Making the World Perfect Again

Participants:

danika_icon.gif muldoon_icon.gif sylar_icon.gif

Scene Title Making the World Perfect Again
Synopsis They call it tabula rasa.
Date January 29, 2009

Staten Island — Undisclosed Location


He owes them his life.

Muldoon has never needed any justification for the things he's done — separating brothers from sisters, fathers from daughters, mothers from sons, sending men and women to their deaths in the ring simply for the love of the sport — but tonight he finds himself spinning excuses, perhaps to pass the time as he waits for one Ms. Danika O'Shea to keep the appointment she arranged with him shortly after his people pulled Sylar from the water.

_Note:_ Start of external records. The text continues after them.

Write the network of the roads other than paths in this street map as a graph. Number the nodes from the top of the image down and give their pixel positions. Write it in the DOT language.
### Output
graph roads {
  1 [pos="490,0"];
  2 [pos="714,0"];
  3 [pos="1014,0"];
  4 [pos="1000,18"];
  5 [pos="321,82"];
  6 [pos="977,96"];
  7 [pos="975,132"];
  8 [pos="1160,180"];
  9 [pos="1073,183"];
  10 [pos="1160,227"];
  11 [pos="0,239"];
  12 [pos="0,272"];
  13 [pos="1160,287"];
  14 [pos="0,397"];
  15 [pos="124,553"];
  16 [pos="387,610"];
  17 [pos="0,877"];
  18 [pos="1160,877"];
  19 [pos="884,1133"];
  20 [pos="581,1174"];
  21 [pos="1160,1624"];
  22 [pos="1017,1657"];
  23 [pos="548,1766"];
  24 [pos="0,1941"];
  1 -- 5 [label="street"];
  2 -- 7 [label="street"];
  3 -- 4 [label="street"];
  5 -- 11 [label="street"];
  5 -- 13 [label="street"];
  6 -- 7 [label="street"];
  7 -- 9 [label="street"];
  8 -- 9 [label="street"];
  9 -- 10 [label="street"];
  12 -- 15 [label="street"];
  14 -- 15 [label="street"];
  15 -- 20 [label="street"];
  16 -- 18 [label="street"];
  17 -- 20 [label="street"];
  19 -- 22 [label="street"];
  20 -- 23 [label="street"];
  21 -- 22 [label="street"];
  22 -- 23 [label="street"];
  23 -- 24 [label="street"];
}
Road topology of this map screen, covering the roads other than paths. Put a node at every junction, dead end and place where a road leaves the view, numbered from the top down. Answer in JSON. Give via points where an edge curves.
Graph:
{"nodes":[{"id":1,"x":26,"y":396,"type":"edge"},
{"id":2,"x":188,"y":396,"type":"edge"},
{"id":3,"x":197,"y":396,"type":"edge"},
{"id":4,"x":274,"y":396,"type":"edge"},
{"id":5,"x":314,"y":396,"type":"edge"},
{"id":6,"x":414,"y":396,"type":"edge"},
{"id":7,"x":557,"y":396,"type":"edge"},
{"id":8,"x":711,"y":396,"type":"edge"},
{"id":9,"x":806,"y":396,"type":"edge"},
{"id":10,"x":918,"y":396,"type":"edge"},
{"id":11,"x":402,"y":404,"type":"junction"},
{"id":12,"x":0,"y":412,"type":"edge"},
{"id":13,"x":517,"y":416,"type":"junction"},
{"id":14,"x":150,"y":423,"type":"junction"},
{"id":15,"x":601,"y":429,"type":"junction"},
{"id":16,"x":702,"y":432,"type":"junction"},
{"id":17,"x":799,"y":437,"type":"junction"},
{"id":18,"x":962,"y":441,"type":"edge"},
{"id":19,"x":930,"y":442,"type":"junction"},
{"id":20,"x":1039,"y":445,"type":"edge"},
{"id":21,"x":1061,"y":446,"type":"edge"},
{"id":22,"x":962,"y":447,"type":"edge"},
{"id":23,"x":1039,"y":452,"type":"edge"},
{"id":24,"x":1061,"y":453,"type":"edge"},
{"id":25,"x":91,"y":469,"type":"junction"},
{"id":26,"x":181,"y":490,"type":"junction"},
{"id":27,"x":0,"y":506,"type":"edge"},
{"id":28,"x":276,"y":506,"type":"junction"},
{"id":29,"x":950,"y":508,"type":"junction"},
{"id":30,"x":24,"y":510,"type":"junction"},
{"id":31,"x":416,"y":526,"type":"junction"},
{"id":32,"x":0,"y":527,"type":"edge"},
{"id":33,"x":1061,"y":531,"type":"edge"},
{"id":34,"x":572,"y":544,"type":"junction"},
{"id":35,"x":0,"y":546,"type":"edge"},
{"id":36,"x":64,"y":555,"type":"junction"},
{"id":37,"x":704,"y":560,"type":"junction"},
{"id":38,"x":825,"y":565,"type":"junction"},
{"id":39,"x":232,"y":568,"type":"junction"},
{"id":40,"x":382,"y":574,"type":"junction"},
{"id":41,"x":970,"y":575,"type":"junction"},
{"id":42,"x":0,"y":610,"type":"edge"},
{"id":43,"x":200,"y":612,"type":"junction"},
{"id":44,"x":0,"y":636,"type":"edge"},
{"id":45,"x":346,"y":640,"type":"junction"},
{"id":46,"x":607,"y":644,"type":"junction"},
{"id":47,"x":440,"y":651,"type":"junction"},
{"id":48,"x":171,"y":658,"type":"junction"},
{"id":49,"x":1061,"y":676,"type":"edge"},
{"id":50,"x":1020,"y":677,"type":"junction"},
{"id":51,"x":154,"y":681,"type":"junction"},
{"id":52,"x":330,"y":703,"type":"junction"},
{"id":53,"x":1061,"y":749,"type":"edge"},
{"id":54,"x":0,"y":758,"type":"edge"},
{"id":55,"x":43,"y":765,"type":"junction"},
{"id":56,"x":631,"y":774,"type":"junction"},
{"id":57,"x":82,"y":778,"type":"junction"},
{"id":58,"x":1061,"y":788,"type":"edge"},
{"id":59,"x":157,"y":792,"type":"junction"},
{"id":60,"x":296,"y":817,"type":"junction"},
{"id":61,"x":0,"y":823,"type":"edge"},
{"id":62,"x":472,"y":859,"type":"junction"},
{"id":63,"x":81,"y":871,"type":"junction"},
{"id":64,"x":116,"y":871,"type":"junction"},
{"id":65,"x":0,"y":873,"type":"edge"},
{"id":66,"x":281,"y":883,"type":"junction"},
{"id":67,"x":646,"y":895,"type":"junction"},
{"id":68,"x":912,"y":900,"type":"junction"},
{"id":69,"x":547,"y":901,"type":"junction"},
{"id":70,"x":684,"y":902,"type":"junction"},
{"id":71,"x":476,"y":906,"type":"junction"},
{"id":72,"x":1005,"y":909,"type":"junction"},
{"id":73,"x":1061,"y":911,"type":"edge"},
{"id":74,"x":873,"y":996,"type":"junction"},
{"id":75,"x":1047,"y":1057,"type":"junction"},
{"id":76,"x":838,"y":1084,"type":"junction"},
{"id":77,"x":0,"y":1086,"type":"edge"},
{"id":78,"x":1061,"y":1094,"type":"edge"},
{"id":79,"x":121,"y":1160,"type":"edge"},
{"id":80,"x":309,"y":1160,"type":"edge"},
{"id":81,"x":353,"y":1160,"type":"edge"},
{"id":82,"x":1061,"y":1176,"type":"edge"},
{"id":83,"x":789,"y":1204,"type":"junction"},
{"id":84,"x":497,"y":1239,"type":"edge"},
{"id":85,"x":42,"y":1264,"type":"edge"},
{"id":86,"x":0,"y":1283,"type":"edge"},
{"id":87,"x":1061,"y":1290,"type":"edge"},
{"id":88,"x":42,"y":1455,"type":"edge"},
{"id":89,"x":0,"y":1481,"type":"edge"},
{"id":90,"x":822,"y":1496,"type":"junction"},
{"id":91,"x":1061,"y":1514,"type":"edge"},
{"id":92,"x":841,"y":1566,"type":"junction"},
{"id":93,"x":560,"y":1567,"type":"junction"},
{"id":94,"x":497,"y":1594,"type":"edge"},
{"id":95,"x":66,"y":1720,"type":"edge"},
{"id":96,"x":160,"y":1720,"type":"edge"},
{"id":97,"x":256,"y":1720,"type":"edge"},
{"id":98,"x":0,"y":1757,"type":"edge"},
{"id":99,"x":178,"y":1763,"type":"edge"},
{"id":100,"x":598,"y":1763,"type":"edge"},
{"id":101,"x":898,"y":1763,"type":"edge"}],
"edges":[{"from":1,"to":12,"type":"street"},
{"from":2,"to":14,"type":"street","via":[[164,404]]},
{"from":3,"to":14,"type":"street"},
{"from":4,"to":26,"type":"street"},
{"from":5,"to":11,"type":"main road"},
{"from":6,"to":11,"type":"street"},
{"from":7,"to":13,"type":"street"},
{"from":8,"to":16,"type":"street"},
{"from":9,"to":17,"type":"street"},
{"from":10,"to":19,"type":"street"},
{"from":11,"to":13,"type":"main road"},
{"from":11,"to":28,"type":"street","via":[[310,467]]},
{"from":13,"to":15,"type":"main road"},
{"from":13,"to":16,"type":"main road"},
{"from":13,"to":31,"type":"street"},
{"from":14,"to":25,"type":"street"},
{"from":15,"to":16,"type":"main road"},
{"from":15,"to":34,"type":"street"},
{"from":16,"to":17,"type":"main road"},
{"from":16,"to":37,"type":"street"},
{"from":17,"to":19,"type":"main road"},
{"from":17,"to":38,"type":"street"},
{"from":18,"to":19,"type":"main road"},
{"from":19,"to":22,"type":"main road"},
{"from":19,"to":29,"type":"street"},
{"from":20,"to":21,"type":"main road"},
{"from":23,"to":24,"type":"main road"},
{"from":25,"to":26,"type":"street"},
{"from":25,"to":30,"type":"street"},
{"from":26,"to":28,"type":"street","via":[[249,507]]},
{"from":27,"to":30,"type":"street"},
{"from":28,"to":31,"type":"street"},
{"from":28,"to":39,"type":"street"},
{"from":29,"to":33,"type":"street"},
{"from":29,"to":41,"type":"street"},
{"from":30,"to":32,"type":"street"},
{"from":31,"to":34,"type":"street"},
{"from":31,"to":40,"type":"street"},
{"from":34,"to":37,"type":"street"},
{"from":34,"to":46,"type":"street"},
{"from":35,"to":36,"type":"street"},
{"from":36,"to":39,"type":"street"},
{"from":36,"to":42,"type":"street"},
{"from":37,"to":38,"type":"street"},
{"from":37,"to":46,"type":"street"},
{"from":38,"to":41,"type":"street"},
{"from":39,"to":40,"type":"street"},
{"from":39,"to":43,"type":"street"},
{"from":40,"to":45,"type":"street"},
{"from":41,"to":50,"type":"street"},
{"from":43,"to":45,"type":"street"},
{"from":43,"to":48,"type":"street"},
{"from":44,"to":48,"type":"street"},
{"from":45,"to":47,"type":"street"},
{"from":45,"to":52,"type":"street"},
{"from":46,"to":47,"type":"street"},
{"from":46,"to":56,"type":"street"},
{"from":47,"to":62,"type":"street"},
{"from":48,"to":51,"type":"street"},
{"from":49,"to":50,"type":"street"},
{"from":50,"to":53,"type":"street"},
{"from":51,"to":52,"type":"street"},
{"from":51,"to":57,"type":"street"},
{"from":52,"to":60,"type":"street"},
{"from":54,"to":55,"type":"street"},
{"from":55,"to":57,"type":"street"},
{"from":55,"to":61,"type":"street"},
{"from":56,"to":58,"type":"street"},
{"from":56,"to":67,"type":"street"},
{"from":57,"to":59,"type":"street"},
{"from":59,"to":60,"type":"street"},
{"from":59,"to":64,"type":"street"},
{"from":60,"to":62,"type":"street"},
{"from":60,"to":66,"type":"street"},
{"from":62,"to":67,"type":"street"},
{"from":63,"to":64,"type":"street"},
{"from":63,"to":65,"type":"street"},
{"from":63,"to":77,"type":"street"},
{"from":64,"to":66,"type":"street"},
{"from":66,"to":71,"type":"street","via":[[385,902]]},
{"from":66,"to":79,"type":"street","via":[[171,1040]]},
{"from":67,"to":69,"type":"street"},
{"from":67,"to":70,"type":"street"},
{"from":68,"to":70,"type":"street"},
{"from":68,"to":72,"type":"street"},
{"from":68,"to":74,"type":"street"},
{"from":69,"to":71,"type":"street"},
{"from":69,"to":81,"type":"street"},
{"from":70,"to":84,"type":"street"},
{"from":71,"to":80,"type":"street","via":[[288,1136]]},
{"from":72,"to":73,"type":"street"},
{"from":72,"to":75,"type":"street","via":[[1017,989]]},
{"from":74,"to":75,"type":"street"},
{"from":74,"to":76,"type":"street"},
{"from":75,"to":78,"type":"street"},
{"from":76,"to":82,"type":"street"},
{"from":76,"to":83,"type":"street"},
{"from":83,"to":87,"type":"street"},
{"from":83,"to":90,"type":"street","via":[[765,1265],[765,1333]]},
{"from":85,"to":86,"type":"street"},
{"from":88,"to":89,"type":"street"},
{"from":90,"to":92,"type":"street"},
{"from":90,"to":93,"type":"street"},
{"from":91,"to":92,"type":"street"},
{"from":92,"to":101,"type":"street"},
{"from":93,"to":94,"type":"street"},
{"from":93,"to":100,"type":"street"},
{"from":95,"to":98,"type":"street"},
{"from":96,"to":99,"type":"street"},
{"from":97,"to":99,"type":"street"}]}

Morphine, Muldoon has discovered, does more than dull the pain the other man must be experiencing as he lays on the cot in a ten by ten concrete room at an undisclosed location on Staten Island and fades in and out of consciousness — it keeps him complacent.

He stands by the door, cigarette dangling from the corner of his mouth, one gloved hand in his pocket, the other hanging relaxed at his side. His own gift has given him valuable insight into the abilities of the killer drugged before him, and he knows in his heart that they're running out of time.

If Danika doesn't arrive soon, they may lose him.

A woman is a thing to be valued. She is to be constructed of dreams and bedecked in jewels. Or rather, that is what this one would say if she was asked. There is a brief toss of her golden-red hair that shimmers like bloodied gold in the lights. Danika O'Shea arrives to the location, without haste. For if there is one thing she's learned in time, life is always a constant. It is a constant ebb and flow of change, of death, of life and in the end; she does not need to rush to pull the strings.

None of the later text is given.